Filter the entries down to the lines containing "main", and copy those lines.

[Collected data]
════
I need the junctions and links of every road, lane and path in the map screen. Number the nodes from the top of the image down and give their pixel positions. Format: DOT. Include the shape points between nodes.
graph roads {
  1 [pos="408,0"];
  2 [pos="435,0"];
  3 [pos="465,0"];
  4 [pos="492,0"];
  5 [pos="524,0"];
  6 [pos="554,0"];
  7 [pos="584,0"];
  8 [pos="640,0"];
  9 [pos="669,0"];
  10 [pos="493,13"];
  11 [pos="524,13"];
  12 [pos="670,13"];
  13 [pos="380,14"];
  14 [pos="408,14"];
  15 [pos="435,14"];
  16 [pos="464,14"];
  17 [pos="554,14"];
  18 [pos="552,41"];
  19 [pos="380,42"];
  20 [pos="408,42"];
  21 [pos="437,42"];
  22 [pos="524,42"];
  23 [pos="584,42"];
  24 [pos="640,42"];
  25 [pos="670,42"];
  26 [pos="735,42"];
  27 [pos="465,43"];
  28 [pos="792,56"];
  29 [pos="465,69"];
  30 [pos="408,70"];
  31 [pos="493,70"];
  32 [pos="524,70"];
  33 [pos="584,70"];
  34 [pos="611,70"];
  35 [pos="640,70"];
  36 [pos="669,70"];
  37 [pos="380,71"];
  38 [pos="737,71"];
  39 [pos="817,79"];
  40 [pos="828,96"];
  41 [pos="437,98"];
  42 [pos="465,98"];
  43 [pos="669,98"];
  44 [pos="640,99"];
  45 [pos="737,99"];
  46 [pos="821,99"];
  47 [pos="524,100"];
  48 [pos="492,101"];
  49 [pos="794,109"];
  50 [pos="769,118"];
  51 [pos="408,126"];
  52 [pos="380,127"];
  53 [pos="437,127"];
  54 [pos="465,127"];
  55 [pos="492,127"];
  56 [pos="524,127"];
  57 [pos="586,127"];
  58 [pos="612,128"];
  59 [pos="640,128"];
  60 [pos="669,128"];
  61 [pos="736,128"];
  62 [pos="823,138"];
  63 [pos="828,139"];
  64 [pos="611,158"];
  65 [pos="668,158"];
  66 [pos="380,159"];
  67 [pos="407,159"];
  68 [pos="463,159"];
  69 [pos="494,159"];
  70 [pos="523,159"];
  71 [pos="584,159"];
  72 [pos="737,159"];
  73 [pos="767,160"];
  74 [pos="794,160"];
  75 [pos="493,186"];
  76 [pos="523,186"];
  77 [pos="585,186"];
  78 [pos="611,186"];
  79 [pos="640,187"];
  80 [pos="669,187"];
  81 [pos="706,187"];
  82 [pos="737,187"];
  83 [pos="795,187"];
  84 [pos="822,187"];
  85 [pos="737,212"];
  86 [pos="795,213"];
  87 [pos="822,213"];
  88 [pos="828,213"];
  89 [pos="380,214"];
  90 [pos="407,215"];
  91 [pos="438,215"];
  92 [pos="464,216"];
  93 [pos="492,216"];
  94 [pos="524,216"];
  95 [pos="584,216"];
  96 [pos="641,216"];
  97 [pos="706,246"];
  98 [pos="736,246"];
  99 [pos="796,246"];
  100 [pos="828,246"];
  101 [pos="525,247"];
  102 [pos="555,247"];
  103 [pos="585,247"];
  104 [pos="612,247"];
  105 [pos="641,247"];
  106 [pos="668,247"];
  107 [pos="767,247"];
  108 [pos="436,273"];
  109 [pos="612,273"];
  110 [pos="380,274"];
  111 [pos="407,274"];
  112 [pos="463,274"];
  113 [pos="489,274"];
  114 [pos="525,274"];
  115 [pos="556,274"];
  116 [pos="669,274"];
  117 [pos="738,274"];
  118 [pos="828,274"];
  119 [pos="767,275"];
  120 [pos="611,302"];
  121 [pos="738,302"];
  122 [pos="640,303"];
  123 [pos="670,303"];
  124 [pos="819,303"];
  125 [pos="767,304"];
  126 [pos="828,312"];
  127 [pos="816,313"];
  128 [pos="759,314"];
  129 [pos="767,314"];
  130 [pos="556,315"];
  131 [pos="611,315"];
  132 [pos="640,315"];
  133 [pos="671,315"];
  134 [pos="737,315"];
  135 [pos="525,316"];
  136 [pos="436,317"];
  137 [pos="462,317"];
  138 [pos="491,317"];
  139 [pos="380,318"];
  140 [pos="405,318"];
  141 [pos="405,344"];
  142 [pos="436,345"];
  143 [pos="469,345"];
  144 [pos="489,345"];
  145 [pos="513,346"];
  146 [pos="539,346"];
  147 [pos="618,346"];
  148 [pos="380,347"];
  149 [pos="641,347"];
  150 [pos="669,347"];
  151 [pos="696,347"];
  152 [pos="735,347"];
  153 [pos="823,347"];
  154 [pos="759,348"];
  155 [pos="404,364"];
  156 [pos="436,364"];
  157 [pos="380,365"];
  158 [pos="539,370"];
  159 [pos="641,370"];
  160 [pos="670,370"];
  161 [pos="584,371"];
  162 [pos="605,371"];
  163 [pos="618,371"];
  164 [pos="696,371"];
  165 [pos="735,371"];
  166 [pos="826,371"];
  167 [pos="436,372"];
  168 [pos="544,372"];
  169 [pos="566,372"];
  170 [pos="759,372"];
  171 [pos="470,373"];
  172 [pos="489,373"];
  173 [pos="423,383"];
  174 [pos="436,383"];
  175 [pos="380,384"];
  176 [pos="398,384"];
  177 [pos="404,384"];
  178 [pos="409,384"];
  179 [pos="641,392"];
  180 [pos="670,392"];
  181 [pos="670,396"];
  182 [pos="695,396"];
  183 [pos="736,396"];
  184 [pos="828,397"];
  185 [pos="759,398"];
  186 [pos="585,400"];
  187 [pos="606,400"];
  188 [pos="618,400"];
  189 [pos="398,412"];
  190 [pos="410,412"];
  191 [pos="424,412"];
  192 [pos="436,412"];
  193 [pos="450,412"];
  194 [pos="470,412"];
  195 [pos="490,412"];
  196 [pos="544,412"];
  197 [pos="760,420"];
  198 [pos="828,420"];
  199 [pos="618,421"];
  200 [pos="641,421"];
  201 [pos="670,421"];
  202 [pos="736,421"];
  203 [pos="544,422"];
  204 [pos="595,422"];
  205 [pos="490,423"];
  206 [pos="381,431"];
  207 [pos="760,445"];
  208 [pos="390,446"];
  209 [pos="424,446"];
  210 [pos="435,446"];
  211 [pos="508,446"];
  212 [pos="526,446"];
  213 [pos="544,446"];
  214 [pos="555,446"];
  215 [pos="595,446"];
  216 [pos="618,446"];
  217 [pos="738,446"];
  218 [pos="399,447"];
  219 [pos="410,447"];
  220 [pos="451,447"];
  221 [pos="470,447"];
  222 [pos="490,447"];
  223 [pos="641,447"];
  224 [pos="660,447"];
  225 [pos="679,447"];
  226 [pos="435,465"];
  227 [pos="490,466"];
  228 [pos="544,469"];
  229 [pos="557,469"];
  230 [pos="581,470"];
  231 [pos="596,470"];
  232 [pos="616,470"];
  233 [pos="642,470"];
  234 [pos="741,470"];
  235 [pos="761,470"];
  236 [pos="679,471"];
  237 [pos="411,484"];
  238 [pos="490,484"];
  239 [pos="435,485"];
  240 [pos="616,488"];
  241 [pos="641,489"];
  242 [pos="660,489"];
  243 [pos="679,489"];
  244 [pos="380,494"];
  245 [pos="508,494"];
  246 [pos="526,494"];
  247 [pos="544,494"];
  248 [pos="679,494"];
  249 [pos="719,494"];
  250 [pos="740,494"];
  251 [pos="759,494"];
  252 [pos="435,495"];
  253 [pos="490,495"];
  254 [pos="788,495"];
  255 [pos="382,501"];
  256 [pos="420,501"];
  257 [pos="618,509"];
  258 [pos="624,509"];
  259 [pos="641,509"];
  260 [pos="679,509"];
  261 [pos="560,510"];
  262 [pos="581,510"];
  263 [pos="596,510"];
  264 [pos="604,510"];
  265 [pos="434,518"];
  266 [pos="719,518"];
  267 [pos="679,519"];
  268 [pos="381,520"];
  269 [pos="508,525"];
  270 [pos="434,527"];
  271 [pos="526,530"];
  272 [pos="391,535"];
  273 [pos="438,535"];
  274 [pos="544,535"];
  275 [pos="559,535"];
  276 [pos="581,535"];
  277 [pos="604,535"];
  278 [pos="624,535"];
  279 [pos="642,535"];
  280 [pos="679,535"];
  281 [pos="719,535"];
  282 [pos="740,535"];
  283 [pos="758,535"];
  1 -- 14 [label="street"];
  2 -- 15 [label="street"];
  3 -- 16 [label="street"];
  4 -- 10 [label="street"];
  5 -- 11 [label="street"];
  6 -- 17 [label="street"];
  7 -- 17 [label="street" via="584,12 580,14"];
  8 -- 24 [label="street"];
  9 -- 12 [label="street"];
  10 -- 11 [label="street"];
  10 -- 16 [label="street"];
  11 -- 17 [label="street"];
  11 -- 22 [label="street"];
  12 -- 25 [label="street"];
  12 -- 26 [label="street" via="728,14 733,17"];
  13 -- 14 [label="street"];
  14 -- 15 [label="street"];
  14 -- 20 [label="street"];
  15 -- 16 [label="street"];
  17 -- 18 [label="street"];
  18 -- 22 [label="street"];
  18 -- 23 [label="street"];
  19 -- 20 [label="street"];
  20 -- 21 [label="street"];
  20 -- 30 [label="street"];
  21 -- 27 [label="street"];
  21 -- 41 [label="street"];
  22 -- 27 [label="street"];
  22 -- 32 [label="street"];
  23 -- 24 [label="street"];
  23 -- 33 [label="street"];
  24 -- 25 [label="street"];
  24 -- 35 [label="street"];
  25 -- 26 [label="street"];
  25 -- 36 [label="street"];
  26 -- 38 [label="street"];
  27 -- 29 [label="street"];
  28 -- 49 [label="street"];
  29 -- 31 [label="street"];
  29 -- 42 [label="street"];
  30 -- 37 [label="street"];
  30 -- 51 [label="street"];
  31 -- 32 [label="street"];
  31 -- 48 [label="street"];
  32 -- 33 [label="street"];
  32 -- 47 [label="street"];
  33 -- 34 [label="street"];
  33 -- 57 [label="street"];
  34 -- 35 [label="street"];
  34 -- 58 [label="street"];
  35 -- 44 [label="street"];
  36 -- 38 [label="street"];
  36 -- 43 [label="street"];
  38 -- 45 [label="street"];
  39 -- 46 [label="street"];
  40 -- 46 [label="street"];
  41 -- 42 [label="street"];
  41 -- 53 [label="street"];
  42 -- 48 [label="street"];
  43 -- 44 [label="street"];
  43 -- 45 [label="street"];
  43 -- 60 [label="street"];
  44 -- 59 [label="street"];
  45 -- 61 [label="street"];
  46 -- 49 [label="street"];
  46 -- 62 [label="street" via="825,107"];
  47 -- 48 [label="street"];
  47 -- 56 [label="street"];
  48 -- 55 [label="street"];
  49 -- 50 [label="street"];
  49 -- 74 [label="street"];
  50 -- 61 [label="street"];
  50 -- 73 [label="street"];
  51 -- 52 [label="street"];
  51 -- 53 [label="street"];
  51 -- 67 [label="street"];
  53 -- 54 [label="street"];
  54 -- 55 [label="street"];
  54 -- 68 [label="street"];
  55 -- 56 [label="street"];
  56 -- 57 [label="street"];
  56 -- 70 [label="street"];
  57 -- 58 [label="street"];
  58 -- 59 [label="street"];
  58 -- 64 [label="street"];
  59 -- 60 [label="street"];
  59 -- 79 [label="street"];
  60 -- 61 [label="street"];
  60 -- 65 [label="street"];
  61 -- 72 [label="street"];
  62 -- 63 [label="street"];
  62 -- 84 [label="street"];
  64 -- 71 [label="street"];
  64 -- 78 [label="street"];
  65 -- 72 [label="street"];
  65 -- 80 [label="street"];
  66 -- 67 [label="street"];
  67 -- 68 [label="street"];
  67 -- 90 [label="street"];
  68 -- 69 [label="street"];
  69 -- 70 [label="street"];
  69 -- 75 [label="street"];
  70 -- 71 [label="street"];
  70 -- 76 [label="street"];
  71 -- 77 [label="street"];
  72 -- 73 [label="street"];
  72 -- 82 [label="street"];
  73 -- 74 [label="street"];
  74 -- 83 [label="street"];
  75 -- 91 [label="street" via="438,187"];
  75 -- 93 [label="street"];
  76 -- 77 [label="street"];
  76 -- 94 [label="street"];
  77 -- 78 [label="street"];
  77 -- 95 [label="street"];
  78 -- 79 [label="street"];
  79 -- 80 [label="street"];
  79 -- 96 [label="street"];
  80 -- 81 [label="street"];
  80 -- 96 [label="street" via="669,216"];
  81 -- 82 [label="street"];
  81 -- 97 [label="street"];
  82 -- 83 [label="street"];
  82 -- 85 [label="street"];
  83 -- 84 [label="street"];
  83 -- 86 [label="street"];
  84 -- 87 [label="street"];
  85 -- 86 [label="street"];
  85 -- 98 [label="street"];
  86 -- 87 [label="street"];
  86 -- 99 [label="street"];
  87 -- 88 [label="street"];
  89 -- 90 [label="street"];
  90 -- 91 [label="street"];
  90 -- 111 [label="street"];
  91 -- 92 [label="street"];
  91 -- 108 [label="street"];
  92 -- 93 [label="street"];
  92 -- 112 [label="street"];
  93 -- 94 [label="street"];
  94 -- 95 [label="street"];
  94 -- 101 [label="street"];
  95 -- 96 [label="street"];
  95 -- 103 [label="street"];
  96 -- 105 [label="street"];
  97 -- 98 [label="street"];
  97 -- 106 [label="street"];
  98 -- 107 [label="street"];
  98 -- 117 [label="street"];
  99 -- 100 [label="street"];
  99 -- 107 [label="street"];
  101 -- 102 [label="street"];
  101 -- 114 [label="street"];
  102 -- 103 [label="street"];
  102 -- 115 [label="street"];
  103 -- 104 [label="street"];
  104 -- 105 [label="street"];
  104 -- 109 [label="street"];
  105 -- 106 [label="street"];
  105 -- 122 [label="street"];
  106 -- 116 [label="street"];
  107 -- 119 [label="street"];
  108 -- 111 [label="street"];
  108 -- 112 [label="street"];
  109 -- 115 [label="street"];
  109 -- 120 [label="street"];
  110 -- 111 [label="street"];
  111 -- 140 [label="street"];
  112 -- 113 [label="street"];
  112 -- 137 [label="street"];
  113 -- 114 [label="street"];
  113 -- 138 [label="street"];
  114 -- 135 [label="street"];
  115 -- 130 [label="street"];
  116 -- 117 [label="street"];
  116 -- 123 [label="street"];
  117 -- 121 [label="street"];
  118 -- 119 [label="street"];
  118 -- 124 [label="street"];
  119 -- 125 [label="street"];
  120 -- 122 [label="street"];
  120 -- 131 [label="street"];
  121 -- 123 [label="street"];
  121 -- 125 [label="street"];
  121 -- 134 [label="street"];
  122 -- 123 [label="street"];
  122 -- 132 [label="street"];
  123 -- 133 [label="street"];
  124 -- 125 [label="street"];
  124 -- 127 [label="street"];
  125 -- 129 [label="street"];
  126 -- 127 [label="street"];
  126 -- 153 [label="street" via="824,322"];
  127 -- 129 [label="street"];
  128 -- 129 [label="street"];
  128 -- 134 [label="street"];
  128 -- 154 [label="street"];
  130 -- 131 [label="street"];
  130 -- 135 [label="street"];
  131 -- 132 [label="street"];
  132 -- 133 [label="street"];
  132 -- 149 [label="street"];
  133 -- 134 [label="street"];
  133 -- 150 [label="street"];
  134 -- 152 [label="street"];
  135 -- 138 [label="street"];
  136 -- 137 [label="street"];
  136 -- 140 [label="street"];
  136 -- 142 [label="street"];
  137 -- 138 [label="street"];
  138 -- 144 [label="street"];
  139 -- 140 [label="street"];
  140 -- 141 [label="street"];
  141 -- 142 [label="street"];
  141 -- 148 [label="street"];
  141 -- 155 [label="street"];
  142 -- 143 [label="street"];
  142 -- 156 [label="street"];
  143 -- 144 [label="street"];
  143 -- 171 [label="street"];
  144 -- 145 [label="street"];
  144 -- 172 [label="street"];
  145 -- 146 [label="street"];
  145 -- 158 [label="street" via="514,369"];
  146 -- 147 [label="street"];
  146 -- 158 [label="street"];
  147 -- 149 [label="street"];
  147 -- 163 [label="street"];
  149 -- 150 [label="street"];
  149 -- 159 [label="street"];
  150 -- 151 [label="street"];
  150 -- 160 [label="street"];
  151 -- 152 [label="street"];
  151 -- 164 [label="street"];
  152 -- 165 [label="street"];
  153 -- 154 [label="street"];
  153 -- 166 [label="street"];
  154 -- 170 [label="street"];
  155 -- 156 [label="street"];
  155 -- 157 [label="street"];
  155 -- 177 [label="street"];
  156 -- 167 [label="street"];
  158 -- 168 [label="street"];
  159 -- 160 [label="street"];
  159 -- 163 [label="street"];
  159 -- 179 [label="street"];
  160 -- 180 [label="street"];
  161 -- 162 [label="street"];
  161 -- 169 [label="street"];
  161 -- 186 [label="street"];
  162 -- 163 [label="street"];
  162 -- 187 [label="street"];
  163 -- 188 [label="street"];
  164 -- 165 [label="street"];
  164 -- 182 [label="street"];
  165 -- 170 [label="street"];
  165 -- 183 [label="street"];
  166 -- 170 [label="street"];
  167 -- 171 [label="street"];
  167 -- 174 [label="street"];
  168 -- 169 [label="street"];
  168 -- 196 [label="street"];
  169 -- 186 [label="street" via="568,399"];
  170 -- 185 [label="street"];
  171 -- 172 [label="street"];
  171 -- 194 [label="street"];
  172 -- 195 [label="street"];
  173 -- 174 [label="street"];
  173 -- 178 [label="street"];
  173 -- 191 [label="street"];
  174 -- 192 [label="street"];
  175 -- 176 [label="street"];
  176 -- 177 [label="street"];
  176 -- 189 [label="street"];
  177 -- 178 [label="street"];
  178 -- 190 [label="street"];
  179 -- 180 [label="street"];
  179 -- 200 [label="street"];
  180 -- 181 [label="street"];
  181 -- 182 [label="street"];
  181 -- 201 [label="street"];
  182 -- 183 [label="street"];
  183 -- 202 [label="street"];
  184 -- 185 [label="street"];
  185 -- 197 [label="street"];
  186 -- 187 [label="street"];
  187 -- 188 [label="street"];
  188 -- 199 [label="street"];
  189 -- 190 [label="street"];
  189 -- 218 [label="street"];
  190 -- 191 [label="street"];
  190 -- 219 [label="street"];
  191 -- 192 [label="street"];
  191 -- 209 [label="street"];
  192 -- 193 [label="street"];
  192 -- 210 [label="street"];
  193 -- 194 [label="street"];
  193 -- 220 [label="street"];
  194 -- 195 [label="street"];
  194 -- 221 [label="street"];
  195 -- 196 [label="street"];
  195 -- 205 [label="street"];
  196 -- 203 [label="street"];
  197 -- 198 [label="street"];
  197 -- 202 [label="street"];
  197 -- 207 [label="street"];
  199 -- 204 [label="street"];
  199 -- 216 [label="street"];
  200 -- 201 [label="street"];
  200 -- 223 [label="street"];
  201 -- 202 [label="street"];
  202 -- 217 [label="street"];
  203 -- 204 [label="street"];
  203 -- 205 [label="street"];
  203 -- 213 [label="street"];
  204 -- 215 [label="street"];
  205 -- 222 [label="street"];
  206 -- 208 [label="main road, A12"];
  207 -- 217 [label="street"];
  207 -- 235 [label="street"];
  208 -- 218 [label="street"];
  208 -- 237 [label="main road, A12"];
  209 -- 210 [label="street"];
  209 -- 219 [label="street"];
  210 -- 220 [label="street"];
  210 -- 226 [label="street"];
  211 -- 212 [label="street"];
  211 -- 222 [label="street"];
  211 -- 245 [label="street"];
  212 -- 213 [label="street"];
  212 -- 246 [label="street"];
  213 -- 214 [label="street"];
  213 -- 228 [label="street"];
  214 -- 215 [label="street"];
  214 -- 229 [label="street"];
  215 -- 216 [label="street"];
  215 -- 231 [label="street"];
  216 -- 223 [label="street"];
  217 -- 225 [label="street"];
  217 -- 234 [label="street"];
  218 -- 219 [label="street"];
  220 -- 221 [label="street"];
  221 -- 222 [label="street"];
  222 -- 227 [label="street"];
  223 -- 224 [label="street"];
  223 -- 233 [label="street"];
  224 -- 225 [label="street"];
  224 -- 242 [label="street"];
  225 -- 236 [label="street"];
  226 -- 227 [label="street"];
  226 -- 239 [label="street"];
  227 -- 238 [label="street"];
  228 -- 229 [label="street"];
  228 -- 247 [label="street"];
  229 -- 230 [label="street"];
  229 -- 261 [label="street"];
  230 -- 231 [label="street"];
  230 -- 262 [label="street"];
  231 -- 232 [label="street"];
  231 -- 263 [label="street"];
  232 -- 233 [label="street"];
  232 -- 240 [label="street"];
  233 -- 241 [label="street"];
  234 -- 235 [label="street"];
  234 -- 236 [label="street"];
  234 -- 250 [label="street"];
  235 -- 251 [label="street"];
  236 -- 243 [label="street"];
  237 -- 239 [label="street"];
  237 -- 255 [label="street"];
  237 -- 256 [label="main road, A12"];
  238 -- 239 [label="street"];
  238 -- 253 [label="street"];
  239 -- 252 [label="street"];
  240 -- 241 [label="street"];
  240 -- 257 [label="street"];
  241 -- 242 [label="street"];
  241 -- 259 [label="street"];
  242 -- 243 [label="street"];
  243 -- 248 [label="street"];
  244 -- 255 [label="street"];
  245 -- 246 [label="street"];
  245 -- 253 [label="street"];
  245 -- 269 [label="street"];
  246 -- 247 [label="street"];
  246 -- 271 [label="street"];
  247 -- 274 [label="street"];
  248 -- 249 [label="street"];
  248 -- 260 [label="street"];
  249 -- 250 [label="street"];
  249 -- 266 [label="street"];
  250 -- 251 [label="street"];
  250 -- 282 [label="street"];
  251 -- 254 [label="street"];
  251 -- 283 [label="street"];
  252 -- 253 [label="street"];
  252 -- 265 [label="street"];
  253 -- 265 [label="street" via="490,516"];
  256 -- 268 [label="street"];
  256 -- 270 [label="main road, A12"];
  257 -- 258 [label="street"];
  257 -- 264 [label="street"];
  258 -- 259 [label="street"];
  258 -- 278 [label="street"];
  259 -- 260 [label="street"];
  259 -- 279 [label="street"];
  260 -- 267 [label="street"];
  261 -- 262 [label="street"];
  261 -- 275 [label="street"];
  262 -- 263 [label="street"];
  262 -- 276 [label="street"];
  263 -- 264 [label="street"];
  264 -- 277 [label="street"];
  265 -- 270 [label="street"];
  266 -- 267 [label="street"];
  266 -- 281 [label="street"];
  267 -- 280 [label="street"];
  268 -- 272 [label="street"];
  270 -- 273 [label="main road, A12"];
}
════
Solution to this task
  206 -- 208 [label="main road, A12"];
  208 -- 237 [label="main road, A12"];
  237 -- 256 [label="main road, A12"];
  256 -- 270 [label="main road, A12"];
  270 -- 273 [label="main road, A12"];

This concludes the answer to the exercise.